> WHAT TO DO
Tally the lines below that contain "Roma". The number is the whole answer.

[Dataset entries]
-*-*-
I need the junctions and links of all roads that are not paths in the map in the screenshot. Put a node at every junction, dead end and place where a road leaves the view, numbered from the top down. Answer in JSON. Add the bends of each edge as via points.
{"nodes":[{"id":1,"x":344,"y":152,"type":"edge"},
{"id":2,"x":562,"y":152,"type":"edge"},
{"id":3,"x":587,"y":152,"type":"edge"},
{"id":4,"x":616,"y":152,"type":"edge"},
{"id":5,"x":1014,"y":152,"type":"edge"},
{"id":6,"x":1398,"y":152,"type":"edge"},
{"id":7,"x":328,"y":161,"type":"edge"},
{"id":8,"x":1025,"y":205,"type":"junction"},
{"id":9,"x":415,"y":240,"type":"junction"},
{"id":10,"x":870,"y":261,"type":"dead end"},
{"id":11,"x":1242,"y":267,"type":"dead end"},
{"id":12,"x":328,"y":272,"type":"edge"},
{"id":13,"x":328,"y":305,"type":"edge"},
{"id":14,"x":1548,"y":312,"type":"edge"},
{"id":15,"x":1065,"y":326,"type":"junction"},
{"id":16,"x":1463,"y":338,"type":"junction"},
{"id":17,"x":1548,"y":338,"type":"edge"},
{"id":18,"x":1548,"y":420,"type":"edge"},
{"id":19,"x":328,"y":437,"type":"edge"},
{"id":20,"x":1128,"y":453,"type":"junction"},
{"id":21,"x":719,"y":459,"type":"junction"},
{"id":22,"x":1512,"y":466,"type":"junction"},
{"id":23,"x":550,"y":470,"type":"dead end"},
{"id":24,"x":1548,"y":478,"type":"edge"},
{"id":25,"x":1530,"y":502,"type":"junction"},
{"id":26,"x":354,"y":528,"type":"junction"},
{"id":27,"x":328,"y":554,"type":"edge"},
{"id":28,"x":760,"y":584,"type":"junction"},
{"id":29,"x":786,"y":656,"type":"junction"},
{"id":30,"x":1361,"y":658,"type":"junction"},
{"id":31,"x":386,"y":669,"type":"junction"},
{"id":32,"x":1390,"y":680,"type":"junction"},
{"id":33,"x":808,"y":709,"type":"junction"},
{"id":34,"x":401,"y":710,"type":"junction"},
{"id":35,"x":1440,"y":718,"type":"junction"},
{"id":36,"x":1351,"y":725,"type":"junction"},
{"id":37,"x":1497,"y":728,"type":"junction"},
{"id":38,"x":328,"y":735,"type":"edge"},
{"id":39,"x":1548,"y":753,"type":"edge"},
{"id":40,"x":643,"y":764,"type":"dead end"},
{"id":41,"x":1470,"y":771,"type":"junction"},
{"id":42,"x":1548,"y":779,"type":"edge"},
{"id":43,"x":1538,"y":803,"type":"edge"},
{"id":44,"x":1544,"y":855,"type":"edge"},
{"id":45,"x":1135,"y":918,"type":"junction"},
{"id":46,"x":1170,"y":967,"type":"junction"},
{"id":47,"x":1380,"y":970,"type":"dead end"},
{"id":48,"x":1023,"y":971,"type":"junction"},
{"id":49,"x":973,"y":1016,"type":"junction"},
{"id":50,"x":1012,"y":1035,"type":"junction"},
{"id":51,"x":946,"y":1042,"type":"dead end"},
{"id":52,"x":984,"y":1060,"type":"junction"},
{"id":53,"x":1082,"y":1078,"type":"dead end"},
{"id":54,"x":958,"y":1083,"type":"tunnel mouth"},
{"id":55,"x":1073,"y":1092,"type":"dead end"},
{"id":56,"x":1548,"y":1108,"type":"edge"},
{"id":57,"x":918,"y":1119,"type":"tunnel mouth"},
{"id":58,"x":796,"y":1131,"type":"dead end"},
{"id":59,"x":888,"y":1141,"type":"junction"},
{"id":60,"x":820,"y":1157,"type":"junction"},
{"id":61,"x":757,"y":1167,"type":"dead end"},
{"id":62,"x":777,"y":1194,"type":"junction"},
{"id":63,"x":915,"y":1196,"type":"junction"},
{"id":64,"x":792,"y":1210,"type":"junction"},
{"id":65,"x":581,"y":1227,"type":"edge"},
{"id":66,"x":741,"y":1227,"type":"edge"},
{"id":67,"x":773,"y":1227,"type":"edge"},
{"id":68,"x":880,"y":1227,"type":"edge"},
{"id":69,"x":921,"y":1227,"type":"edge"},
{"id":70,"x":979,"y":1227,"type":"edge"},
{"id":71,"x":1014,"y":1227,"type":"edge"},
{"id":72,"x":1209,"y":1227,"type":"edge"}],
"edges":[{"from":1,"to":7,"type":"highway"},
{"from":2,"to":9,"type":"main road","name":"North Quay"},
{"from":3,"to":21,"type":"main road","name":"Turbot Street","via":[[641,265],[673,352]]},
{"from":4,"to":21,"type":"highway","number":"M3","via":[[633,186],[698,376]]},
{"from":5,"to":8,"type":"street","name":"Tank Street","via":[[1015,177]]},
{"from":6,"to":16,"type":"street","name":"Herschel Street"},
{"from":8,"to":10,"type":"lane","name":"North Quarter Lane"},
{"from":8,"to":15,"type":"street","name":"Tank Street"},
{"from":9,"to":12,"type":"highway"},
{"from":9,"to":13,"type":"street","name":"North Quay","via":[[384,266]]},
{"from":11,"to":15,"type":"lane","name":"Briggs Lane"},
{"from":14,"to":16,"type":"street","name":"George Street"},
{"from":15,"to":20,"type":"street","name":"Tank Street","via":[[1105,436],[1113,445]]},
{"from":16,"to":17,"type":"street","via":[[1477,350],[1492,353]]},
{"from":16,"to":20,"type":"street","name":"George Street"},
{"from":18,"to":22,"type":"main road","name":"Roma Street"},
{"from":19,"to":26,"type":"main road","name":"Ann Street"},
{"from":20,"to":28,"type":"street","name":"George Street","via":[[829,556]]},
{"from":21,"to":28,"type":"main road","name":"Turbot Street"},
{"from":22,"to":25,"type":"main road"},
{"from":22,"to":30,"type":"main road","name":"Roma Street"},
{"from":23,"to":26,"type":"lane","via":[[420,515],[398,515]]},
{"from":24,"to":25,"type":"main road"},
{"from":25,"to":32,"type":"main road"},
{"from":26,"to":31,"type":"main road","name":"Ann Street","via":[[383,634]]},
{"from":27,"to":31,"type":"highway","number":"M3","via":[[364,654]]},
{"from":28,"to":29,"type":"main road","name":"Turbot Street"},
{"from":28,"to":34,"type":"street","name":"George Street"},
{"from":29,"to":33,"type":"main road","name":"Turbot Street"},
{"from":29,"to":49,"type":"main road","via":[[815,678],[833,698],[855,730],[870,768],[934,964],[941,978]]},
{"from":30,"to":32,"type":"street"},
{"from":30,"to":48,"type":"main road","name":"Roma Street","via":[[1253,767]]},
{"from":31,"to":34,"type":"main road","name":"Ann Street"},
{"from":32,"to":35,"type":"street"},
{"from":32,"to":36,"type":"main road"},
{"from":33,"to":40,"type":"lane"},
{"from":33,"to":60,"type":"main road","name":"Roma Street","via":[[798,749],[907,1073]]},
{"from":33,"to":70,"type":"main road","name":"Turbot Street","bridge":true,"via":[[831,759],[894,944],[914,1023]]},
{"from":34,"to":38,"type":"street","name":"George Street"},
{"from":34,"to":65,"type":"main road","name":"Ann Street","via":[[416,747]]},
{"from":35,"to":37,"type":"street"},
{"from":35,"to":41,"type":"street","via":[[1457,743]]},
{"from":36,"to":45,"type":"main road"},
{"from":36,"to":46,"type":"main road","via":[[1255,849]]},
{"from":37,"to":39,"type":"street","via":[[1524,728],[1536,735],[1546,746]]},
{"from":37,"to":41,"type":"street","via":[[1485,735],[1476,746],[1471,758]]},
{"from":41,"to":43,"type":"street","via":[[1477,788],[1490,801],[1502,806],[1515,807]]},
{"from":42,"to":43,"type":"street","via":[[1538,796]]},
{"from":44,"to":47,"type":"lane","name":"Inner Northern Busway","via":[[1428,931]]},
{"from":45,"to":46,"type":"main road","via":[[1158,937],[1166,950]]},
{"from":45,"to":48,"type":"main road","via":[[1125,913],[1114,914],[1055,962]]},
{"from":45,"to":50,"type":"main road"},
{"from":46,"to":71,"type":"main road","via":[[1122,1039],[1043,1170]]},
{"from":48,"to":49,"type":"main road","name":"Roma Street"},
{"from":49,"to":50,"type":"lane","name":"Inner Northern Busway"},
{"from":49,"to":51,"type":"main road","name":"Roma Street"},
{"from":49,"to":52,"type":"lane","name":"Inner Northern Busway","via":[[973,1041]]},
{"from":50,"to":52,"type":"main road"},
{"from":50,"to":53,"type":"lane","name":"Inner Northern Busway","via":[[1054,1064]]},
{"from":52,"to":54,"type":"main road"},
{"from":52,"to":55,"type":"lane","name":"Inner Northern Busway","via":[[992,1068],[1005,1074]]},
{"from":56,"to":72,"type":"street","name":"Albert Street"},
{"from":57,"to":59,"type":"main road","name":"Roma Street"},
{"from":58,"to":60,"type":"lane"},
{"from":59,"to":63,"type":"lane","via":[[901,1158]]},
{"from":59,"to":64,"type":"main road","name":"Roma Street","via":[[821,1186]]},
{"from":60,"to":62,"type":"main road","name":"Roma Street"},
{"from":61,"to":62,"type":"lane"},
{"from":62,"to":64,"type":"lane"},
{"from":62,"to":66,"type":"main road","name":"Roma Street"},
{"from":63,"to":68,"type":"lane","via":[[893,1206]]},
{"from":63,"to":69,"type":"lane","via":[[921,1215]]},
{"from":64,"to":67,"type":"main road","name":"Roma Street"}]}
-*-*-
> OUTPUT OF THE EXERCISE
11